=== EXERCISE DESCRIPTION ===
From the entries, copy out every line in which the word "Глинная" is found.

=== EXTRACTED INFORMATION ===
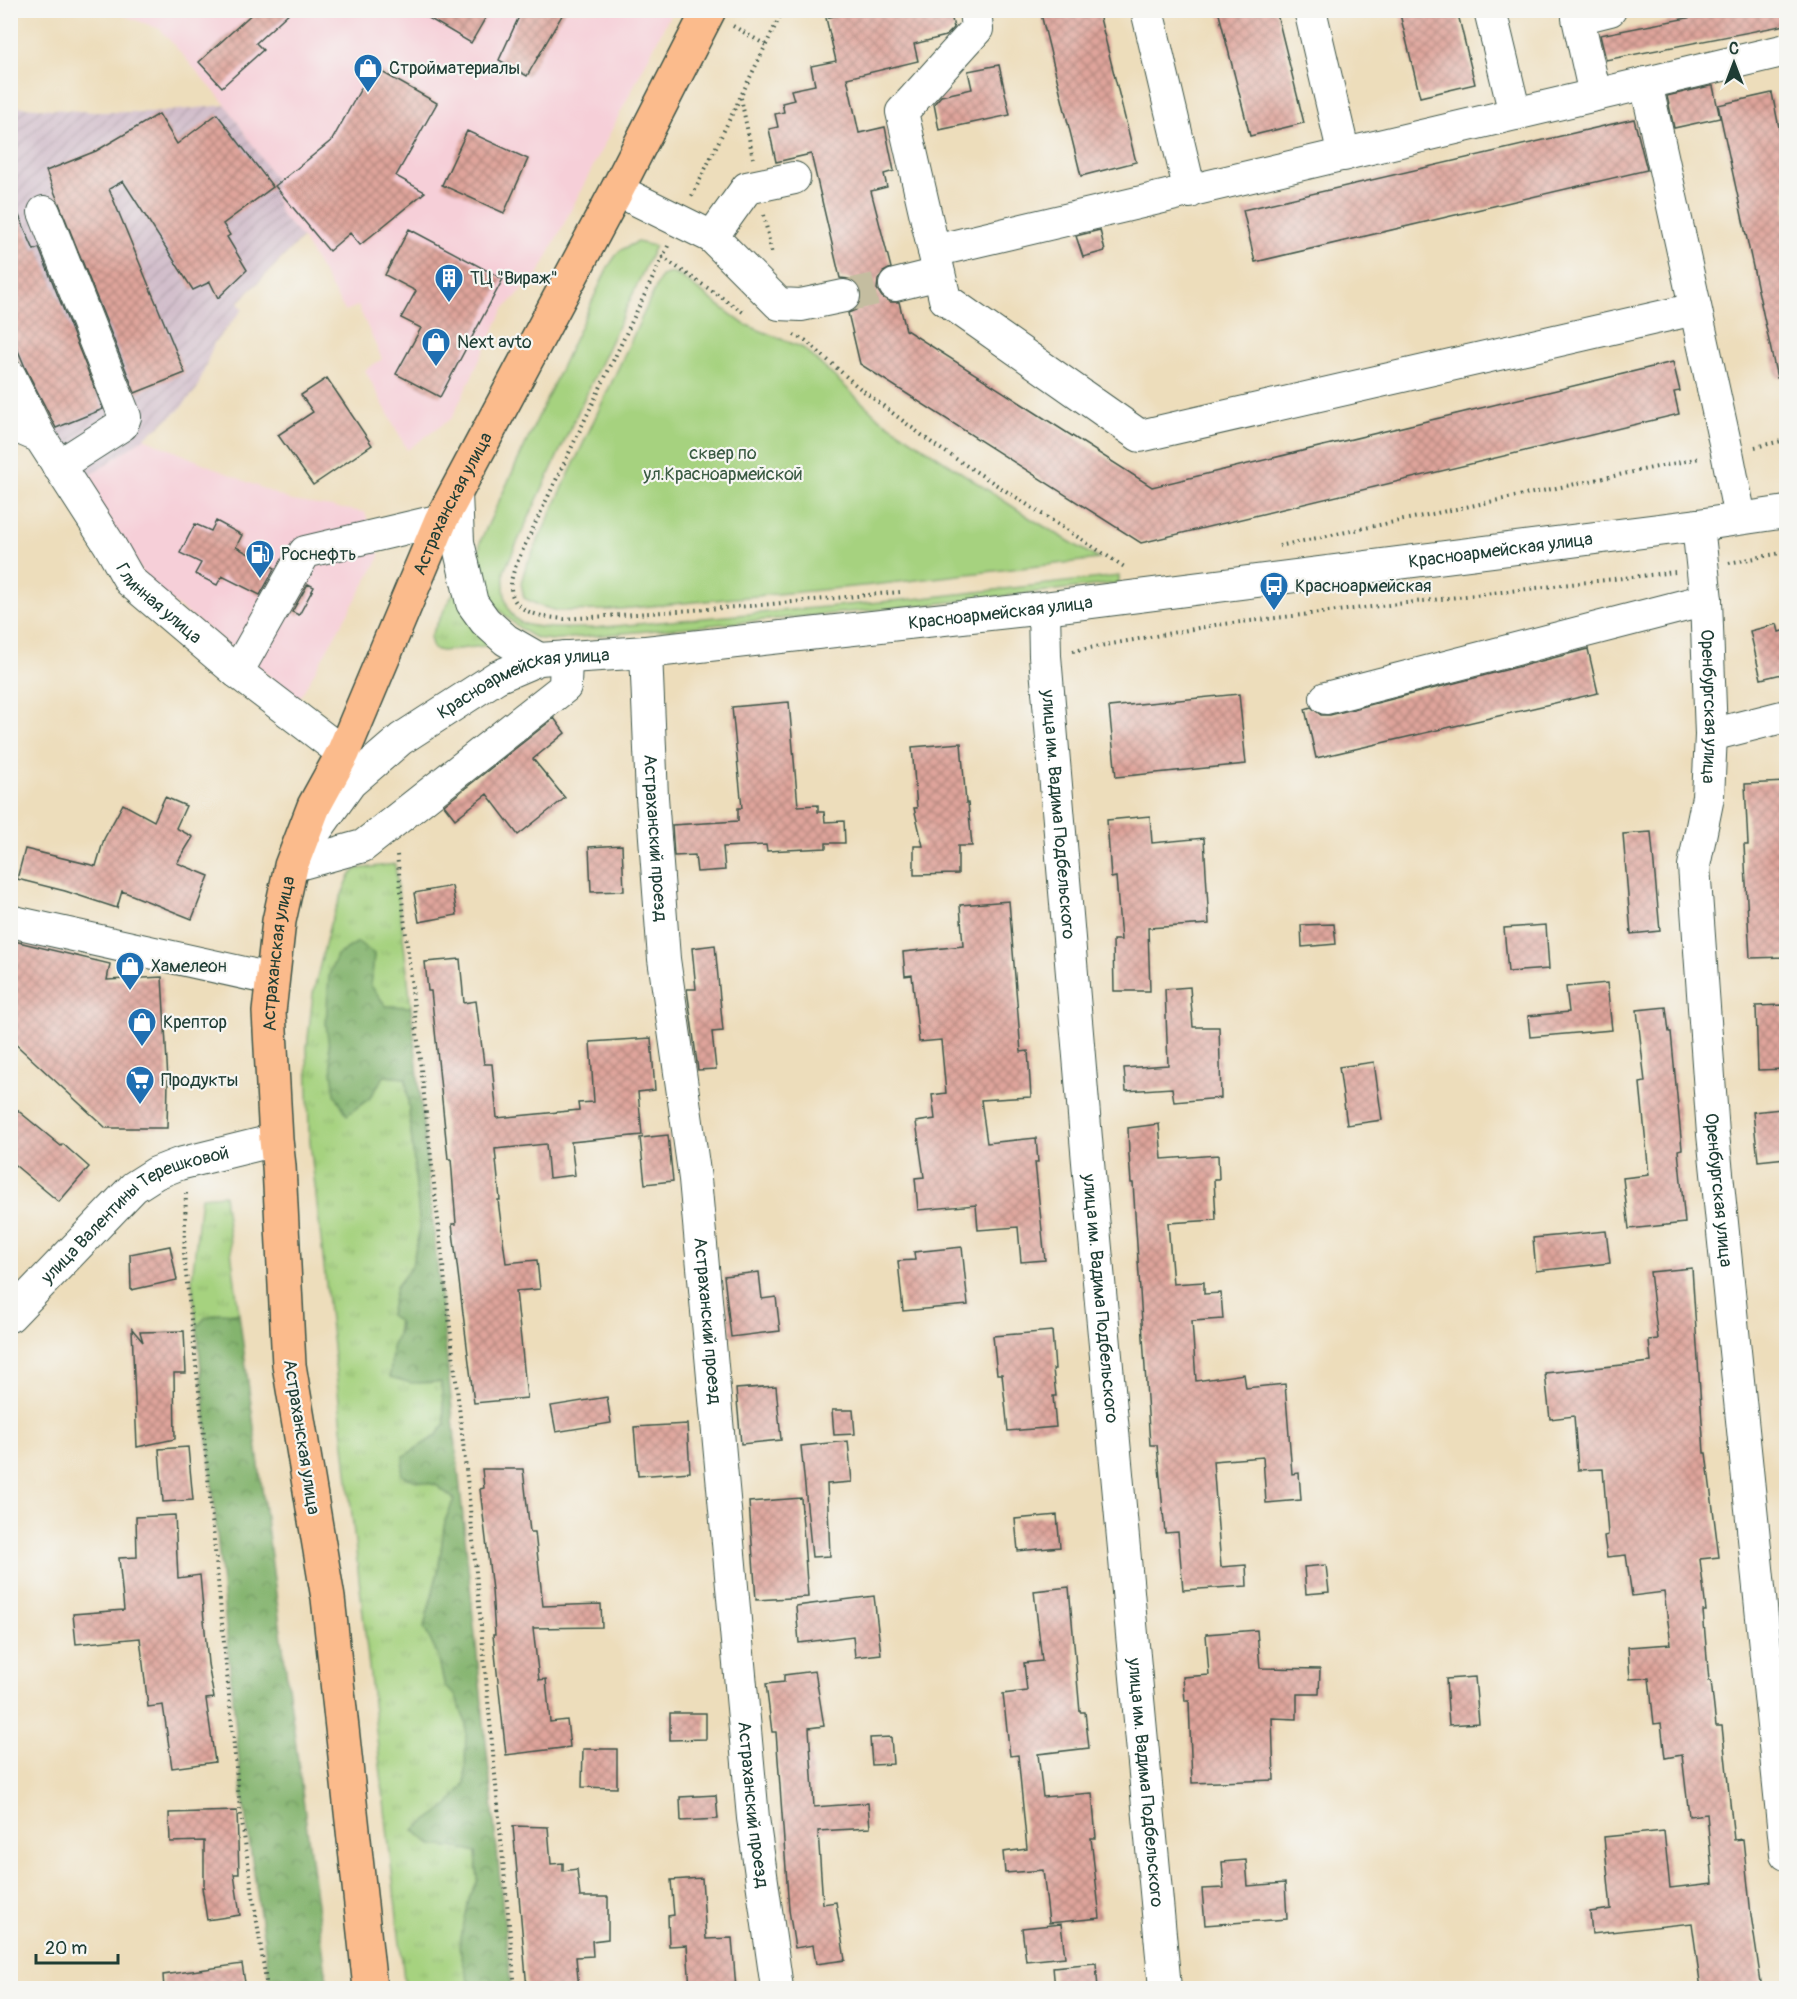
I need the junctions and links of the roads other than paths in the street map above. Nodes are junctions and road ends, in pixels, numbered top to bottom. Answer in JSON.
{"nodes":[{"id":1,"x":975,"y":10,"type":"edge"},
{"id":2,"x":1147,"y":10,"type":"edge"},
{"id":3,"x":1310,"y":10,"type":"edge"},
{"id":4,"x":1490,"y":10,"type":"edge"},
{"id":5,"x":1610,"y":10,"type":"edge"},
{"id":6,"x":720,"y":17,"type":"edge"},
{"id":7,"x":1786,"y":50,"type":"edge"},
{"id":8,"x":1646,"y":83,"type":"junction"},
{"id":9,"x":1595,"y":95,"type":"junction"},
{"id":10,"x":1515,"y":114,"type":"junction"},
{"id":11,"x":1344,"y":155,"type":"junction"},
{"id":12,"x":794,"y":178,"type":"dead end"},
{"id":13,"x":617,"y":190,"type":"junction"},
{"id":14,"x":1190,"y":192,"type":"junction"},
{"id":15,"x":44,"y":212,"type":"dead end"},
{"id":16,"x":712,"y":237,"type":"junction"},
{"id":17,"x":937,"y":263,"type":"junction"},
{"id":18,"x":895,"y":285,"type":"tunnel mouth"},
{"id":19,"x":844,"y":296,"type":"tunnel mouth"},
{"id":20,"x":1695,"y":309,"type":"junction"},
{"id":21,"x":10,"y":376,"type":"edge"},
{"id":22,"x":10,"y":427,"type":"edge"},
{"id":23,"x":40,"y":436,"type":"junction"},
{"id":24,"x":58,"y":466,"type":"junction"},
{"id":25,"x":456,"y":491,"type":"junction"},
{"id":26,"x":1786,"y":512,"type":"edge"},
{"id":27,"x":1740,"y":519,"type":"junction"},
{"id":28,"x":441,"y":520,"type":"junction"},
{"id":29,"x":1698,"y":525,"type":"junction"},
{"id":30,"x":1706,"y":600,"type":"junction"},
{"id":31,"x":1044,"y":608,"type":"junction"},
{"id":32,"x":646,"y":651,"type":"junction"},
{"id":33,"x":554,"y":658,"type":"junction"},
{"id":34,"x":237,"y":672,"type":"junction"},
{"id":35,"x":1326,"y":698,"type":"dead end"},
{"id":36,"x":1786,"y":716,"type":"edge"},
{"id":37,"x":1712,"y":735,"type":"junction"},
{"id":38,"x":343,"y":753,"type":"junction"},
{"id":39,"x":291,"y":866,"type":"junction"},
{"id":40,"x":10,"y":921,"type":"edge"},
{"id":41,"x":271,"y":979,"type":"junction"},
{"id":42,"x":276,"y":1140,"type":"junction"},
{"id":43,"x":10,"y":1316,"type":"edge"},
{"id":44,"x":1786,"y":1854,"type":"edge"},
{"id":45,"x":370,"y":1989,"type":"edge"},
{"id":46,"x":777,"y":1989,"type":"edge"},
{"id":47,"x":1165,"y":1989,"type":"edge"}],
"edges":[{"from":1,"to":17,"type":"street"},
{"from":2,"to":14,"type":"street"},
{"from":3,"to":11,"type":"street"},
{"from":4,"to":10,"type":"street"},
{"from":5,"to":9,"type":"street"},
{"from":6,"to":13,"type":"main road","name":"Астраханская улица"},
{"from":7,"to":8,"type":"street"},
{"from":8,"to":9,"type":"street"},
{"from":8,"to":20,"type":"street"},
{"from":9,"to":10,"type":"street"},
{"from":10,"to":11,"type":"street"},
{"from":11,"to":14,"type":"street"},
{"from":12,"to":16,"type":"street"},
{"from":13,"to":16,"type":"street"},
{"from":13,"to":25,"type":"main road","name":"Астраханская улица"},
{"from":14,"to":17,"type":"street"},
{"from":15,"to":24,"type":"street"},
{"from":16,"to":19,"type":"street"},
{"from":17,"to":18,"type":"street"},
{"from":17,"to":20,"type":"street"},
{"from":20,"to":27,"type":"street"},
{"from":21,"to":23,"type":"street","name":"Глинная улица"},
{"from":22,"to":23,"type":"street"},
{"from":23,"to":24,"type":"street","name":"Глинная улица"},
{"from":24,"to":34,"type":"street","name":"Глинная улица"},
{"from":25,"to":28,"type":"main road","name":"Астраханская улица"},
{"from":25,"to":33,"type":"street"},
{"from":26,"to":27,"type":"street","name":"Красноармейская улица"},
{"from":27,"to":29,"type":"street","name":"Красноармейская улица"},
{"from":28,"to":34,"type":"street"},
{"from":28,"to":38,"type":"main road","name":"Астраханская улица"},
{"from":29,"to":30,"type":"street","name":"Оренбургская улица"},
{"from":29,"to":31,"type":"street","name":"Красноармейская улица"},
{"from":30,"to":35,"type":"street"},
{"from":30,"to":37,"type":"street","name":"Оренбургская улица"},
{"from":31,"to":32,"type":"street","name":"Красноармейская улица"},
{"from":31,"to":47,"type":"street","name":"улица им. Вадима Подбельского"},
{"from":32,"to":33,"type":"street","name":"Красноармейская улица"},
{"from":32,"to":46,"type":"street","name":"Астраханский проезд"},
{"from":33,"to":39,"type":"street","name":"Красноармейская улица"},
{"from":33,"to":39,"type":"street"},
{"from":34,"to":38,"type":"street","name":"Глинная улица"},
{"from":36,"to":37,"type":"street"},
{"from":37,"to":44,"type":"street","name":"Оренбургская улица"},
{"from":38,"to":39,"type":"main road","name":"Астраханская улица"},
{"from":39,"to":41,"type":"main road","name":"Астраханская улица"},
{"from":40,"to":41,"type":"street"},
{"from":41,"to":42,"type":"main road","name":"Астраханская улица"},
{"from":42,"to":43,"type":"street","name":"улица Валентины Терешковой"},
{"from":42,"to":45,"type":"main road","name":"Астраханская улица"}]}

=== RESPONSE BOX ===
{"from":21,"to":23,"type":"street","name":"Глинная улица"},
{"from":23,"to":24,"type":"street","name":"Глинная улица"},
{"from":24,"to":34,"type":"street","name":"Глинная улица"},
{"from":34,"to":38,"type":"street","name":"Глинная улица"},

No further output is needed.